Alloherpesviridae is a family of viruses in the order Herpesvirales. This family includes the species that infect fish and amphibians. Phylogenetic studies have confirmed the validity of this family and suggest that it may be divided into two clades: one consisting of viruses from cyprinid and anguillid hosts and the other of viruses from ictalurid, salmonid, acipenserid, and ranid hosts. The family has four genera. A disease associated with this family is channel catfish disease.

==Taxonomy==
Alloherpesviridae was established as a family in 2005.

===Genera===
The family contains the following four genera:

- Batravirus
- Cyvirus
- Ictavirus
- Salmovirus

== Structure ==
Viruses in Alloherpesviridae are enveloped, with icosahedral and spherical to pleomorphic geometries, and T=16 symmetry. The diameter is around 150–200 nm. Genomes are linear and non-segmented, around 134-248kb in length.

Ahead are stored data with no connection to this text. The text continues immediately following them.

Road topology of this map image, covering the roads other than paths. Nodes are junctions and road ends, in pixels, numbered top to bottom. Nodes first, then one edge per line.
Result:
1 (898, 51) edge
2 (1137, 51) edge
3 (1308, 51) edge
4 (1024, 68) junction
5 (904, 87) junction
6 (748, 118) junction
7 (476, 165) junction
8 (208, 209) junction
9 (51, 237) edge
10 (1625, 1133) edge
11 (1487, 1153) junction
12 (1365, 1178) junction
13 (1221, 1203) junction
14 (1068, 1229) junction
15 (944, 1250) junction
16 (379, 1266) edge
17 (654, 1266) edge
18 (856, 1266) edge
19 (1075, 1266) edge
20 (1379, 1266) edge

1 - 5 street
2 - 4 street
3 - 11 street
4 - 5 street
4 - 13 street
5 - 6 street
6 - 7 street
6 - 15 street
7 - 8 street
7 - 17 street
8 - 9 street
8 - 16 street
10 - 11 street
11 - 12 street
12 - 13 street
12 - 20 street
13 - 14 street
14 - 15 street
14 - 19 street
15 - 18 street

| Genus | Structure | Symmetry | Capsid | Genomic arrangement | Genomic segmentation |
|---|---|---|---|---|---|
| Ictavirus | Spherical pleomorphic | T=16 | Enveloped | Circular | Monopartite |
| Cyvirus | Spherical pleomorphic | T=16 | Enveloped | Linear | Monopartite |
| Batravirus | Spherical pleomorphic | T=16 | Enveloped | Linear | Monopartite |
| Salmovirus | Spherical pleomorphic | T=16 | Enveloped | Linear | Monopartite |

==Life cycle==
Viral replication is nuclear, and is lysogenic. Entry into the host cell is achieved by attachment of the viral glycoproteins to host receptors, which mediates endocytosis. DNA-templated transcription is the method of transcription. Fish serve as the natural host. Transmission routes are passive diffusion.

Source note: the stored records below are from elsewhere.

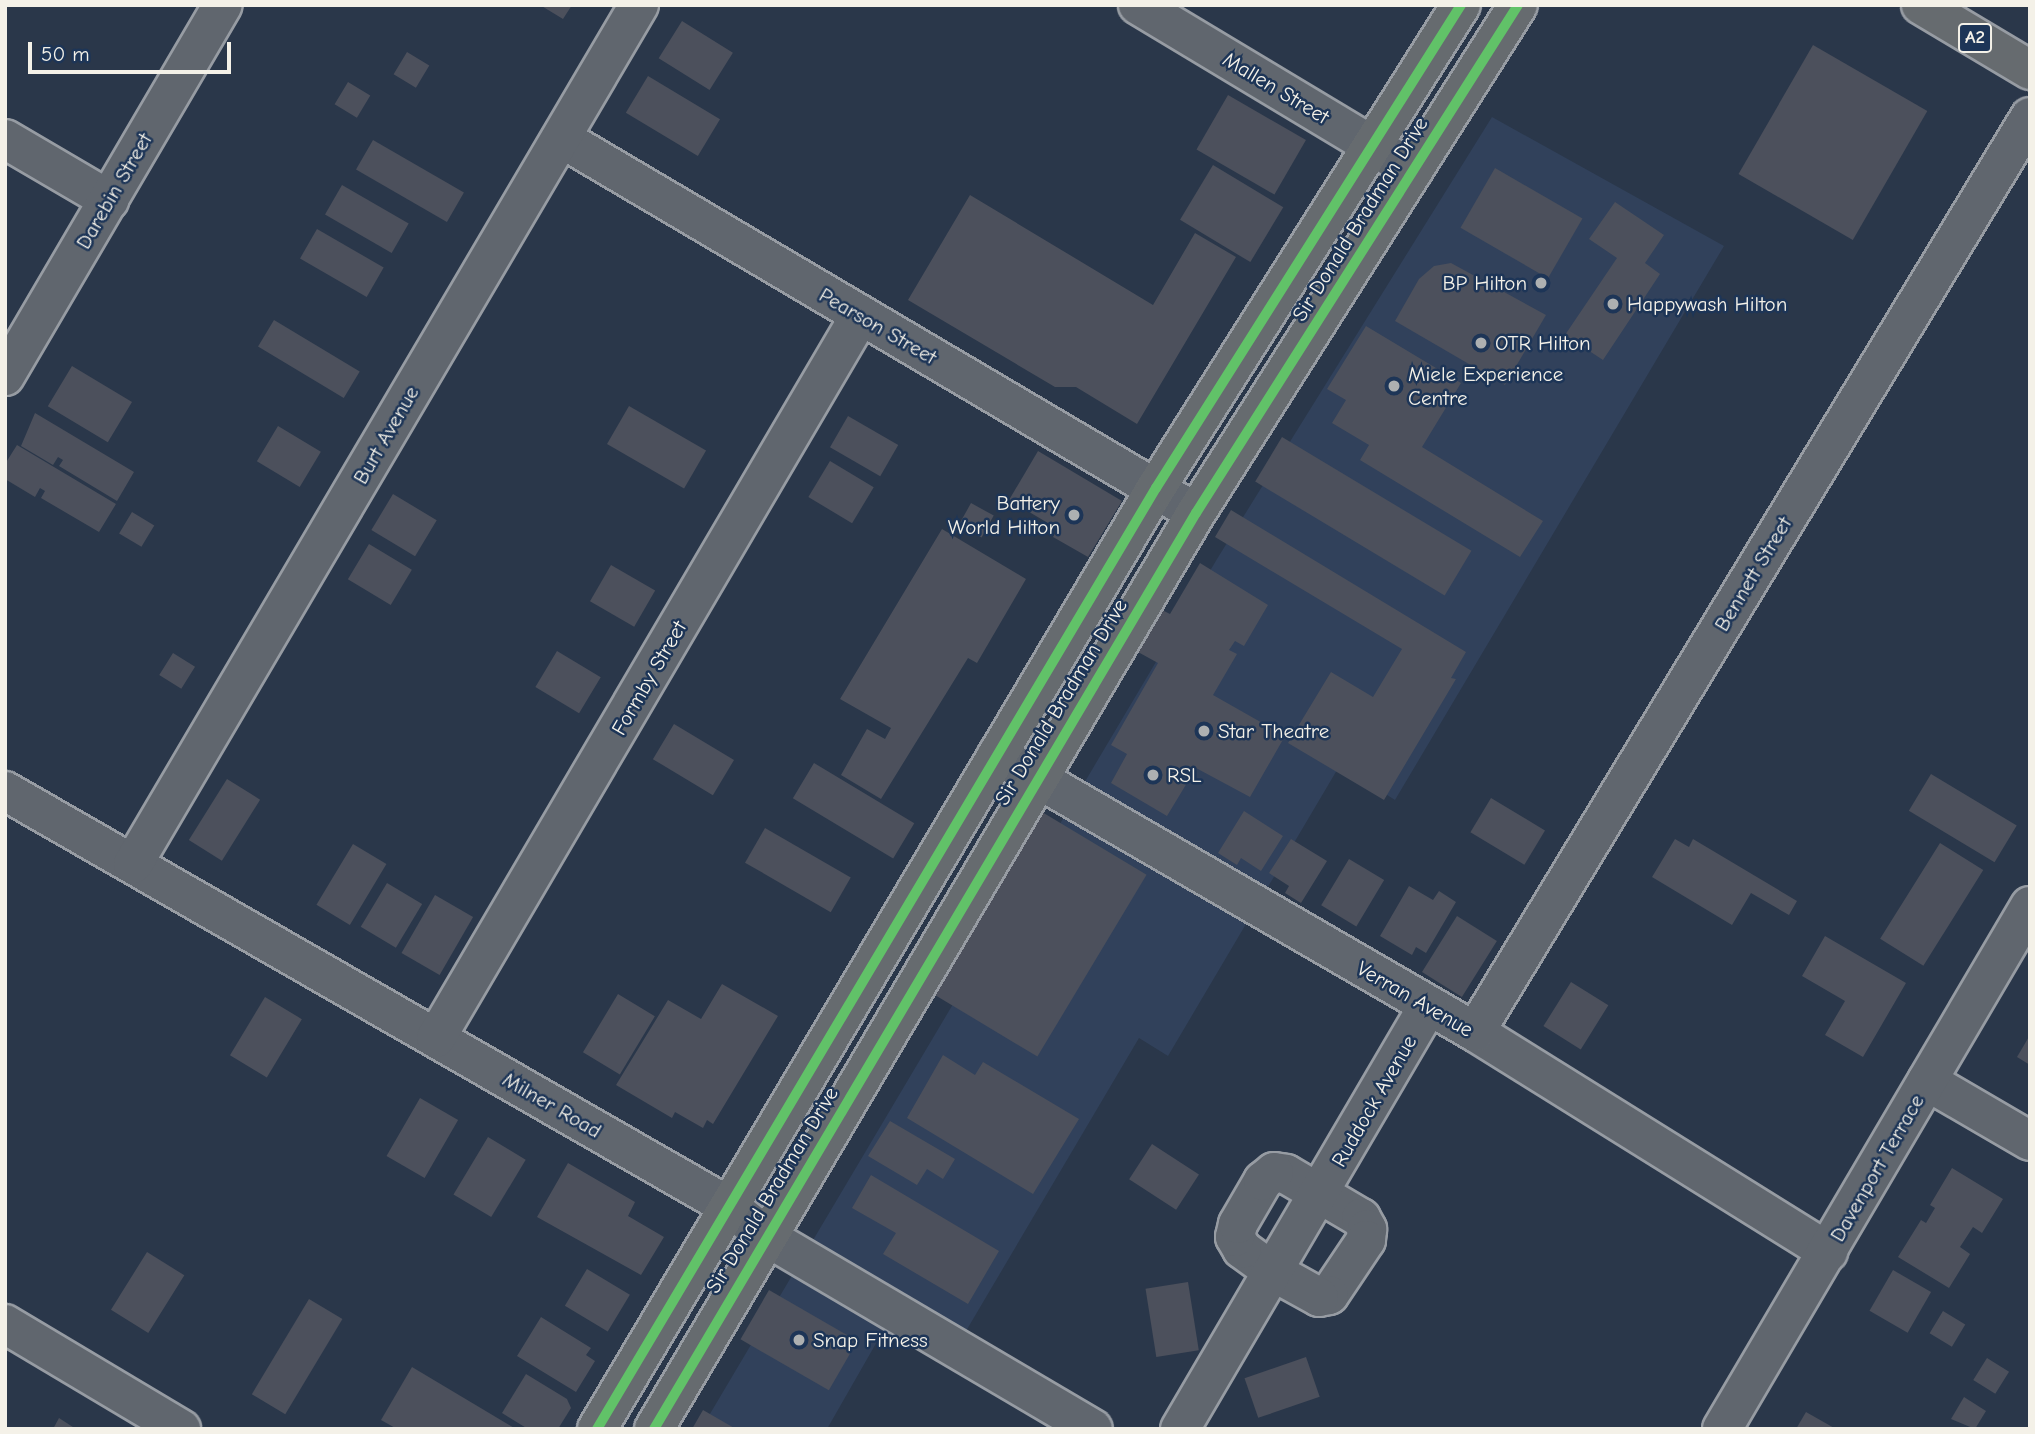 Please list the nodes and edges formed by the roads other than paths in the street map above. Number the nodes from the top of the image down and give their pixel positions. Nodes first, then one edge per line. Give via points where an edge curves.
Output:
1 (223, 5) edge
2 (639, 5) edge
3 (1138, 5) edge
4 (1461, 5) edge
5 (1518, 5) edge
6 (1921, 5) edge
7 (2030, 70) edge
8 (2030, 117) edge
9 (561, 138) junction
10 (5, 139) edge
11 (1372, 144) junction
12 (1413, 170) junction
13 (109, 200) junction
14 (860, 317) junction
15 (5, 376) edge
16 (1156, 488) junction
17 (1196, 513) junction
18 (997, 755) junction
19 (1036, 779) junction
20 (5, 791) edge
21 (133, 864) junction
22 (2030, 906) edge
23 (1428, 1007) junction
24 (1475, 1032) junction
25 (436, 1038) junction
26 (1927, 1081) junction
27 (2030, 1141) edge
28 (1319, 1195) junction
29 (730, 1207) junction
30 (767, 1237) junction
31 (1828, 1252) junction
32 (1272, 1271) junction
33 (5, 1324) edge
34 (181, 1429) edge
35 (597, 1429) edge
36 (654, 1429) edge
37 (1093, 1429) edge
38 (1180, 1429) edge
39 (1722, 1429) edge

1 - 13 street, Darebin Street
2 - 9 street, Burt Avenue
3 - 11 street, Mallen Street
4 - 11 main road, Sir Donald Bradman Drive
5 - 12 main road, Sir Donald Bradman Drive
6 - 7 main road, A2
8 - 24 street, Bennett Street
9 - 14 street, Pearson Street
9 - 21 street, Burt Avenue
10 - 13 street
11 - 12 street, Mallen Street
11 - 16 main road, Sir Donald Bradman Drive
12 - 17 main road, Sir Donald Bradman Drive
13 - 15 street, Darebin Street
14 - 16 street, Pearson Street
14 - 25 street, Formby Street
16 - 17 street, Pearson Street
16 - 18 main road, Sir Donald Bradman Drive
17 - 19 main road, Sir Donald Bradman Drive
18 - 19 street, Verran Avenue
18 - 29 main road, Sir Donald Bradman Drive
19 - 23 street, Verran Avenue
19 - 30 main road, Sir Donald Bradman Drive
20 - 21 street, Milner Road
21 - 25 street, Milner Road
22 - 26 street, Davenport Terrace
23 - 24 street, Verran Avenue
23 - 28 street, Ruddock Avenue
24 - 31 street, Verran Avenue
25 - 29 street, Milner Road
26 - 27 street
26 - 31 street, Davenport Terrace
28 - 32 street, Ruddock Avenue
28 - 32 street via 1286,1174 1274,1172 1263,1181 1235,1237 1242,1249
28 - 32 street via 1361,1218 1367,1229 1366,1240 1338,1286 1319,1297
29 - 30 street, Milner Road
29 - 35 main road, Sir Donald Bradman Drive
30 - 36 main road, Sir Donald Bradman Drive
30 - 37 street, Milner Road
31 - 39 street, Davenport Terrace
32 - 38 street, Ruddock Avenue
33 - 34 street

| Genus | Host details | Tissue tropism | Entry details | Release details | Replication site | Assembly site | Transmission |
|---|---|---|---|---|---|---|---|
| Ictavirus | Fish | None | Glycoprotiens | Budding | Nucleus | Nucleus | Passive diffusion |
| Cyvirus | Fresh water eel | None | Glycoprotiens | Budding | Cytoplasm | Cytoplasm | Passive diffusion |
| Batravirus | Frogs | None | Glycoprotiens | Budding | Cytoplasm | Cytoplasm | Passive diffusion |
| Salmovirus | Salmonidae | None | Glycoprotiens | Budding | Nucleus | Nucleus | Passive diffusion |

== Genomics ==
Several genomes have been sequenced. Cyprinid herpesviruses 1, 2 and 3 (CyHV1, CyHV2 and CyHV3) cause disease in common carp, goldfish and koi. Their genomes are 291144, 290304 and 295146 base pairs in size. The overall organisation common to all three and consists of a unique central region flanked by a direct repeat at each end. 137, 150, and 155 unique, functional protein coding genes are present in the unique regions: of these six, four, and eight are duplicated in the terminal repeat. The genomes share 120 orthologous genes in a largely colinear arrangement. Up to 55 of these latter genes are also conserved in the other members of Cyvirus; Anguillid herpesvirus 1. CyHV1, CyHV2, and CyHV3 have five, six and five families of paralogous genes.